I share a work bathroom with a large number of people, varying in age, background and gastrointestinal health. Some of them are, I either know or assume, good and decent people, upstanding types who do not take atrocious dumps in the old library building’s communal bathroom, but some of them are disgusting monsters. There are people who seem to spend hours in there, producing sickening noises and odors which reach to the hallway outside. One person in particular, who I do not know and whose face I do not know I’ve ever seen, my white whale if you will, has committed regular and horrendous offenses. Whoever this mystery shitter may be, I know him from the signature of his inhuman stench, and from the fact that he enjoys watching videos while on the toilet. Yes, dear reader, this individual takes a solid chunk of time out of what seems to be every day so that he can sit on a public toilet and take a long, slow shit while watching, what sound to be, movies and sports games, which can be heard from the hallway. What kind of monster not only inflicts this brutal olfactory and aural assault upon innocent bystanders, and also appears to take such pleasure in the experience that they set up camp in a stall (the handicap stall, mind you) to take in an action film or catch up on a football game?
There are exceptions to every rule. There are times when taking a shit is not a choice. In fact, taking a shit is hardly ever a matter of choice. Sure, some people get a kick out of it. There are those who treasure their shit sessions, who schedule them in advance and bring along reading material or a device to watch football while evacuating. But the majority of people, I say with more optimism than knowledge, only shit because of need, irresistible bodily demands.
Only once in recent memory have I taken a shit where I worked. It was an unpleasant experience, an emergency situation, one which I suspect was the product either of chicken that was just slightly off, a little too much coffee, or an overly large spoonful of creatine in the coffee, and one which I shall discuss no further or ever again for both your sake and my own.
While I’m on the topic of shitting, for what will hopefully be the last time, I’d like to broach the subject of public toilets. When I say, PUBLIC toilet, I am not speaking of toilets in cafes and restaurants, not in stores and other places of business. No, I’m talking about toilets that are right out there in the world, city owned toilets, the kind often found, if at all in this country, in public parks.

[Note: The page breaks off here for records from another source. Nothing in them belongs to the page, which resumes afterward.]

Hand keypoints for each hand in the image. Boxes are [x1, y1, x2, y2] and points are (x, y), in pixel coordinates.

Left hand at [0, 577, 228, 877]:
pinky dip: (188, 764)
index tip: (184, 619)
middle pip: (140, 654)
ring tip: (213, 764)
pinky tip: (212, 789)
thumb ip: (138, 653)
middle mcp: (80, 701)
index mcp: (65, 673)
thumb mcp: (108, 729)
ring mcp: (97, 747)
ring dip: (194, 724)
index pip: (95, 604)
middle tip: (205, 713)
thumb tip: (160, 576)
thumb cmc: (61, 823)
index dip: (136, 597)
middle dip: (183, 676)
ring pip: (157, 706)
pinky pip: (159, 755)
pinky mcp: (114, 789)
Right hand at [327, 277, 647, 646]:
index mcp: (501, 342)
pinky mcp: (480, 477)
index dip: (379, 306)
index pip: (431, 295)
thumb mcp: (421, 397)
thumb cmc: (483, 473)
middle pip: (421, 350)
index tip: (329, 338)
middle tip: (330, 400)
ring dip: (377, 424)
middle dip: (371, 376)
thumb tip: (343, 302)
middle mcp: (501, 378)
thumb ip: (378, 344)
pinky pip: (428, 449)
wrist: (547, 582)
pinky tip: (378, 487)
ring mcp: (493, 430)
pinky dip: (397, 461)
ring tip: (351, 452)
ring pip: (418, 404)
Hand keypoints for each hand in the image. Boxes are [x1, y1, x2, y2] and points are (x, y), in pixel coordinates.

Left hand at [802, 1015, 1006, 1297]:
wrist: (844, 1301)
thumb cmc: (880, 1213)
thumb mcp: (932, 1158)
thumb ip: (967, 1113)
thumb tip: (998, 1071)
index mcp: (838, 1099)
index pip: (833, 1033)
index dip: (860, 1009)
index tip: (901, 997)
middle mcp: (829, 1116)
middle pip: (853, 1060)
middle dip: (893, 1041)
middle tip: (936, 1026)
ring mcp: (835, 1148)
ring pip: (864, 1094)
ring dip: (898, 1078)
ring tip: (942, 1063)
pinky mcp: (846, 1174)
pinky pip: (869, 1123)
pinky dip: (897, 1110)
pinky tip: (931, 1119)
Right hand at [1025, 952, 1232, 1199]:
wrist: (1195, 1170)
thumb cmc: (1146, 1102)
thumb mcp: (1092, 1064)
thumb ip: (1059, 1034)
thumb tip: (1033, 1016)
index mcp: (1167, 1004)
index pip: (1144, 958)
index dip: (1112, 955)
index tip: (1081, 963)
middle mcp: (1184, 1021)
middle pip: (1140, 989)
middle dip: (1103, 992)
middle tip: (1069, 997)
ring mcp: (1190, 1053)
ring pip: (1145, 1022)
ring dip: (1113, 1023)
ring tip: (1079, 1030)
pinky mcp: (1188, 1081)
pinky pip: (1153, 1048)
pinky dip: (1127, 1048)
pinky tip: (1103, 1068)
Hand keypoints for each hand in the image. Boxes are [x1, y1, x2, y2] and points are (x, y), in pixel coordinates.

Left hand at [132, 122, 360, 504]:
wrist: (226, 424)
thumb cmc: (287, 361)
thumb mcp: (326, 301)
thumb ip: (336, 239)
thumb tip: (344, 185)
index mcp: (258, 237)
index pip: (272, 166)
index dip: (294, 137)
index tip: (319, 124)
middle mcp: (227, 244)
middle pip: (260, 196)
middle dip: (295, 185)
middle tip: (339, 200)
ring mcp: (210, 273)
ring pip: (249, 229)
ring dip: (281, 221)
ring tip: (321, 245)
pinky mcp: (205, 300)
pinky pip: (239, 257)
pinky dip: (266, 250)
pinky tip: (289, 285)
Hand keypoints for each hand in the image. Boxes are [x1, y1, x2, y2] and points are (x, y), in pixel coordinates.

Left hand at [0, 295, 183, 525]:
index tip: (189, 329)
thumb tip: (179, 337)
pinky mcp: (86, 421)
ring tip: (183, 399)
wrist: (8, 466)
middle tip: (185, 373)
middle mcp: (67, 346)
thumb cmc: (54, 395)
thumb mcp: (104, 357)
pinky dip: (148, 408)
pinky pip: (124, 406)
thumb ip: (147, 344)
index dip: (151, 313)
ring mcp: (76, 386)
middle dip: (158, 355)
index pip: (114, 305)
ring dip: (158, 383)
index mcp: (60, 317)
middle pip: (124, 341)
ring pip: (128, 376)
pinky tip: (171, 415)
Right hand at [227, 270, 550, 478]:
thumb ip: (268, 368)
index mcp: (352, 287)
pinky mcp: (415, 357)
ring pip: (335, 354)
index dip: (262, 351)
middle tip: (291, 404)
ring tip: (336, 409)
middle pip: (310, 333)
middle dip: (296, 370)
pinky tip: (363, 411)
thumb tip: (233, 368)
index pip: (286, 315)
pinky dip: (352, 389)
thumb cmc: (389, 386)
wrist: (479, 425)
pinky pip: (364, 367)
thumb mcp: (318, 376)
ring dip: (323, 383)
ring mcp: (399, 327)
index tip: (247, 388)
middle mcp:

As we all know, these public toilets are typically hellholes (literal shitholes) into which only the most daring and desperate venture, and which even fewer, in the direst of straits, will ever sit down in on the toilet and take a shit. There are people who do take that plunge, of course; the evidence is in the air and splattered on the floors and walls of these facilities. First, there need to be more public toilets, and second, they need to be maintained, kept clean and in working order. Everybody poops, as the literary classic tells us, so why should it be made so difficult for everybody to find adequate places to poop? We also all pee, for that matter. Being an active individual who drinks between one and three gallons a day, I for sure pee, and I cannot tell you, dear reader, how many times I’ve been out in the world, desperate to urinate and with no facility provided in which to do it. I’ve had to resort to desperate means, everything from sneaking into restaurants and stores to use their bathrooms without buying a damn thing, to finding a relatively secluded bush, alleyway, dumpster, gravestone, unattended car, or strategically secreted plastic bottle. I’m not ashamed to say that. Everybody pees. We’ve all been there. No one should be ashamed other than those who manage our society and have neglected their duties in ensuring that there are convenient and sanitary places for every person to shit, piss, or release whatever other substances would be better out than in.
No one is worse afflicted by this injustice than the homeless population. These are human beings who never have any option better than public toilets when they need to satisfy their gastrointestinal needs. That or they have to do it right out in the urban outdoors, which is something no one cares for. The homeless need clean and freely accessible places to shit and piss as much or more than the rest of us.
Some cities and countries have facilities approaching those I’m talking about. Much of western Europe, from what I’ve experienced, has so-called public bathrooms, as does Japan, from what I’ve heard. These bathrooms are not truly public, however, because many of them require cash payment in order to use them. Only a diseased mind would decide that charging people to piss or shit is a sound and ethical practice. Probably the same sickos who decided that charging people for a drink of water was cool, and who will next be selling oxygen canisters at exorbitant prices so that people can survive for slightly longer in the toxic miasma that our air will have become. Any self respecting society should understand that there should be no compromise when it comes to providing people with free, easily accessible and sanitary toilets. Until that need is met, it would not be unreasonable for every one of us to make a point of pissing and shitting in and on public spaces as an act of protest.
There are a lot of things that our tax dollars should be going to besides where they’re already going, which is mostly into the blood drenched coffers of the military industrial complex, and quality public (TRULY PUBLIC) bathrooms is one of them.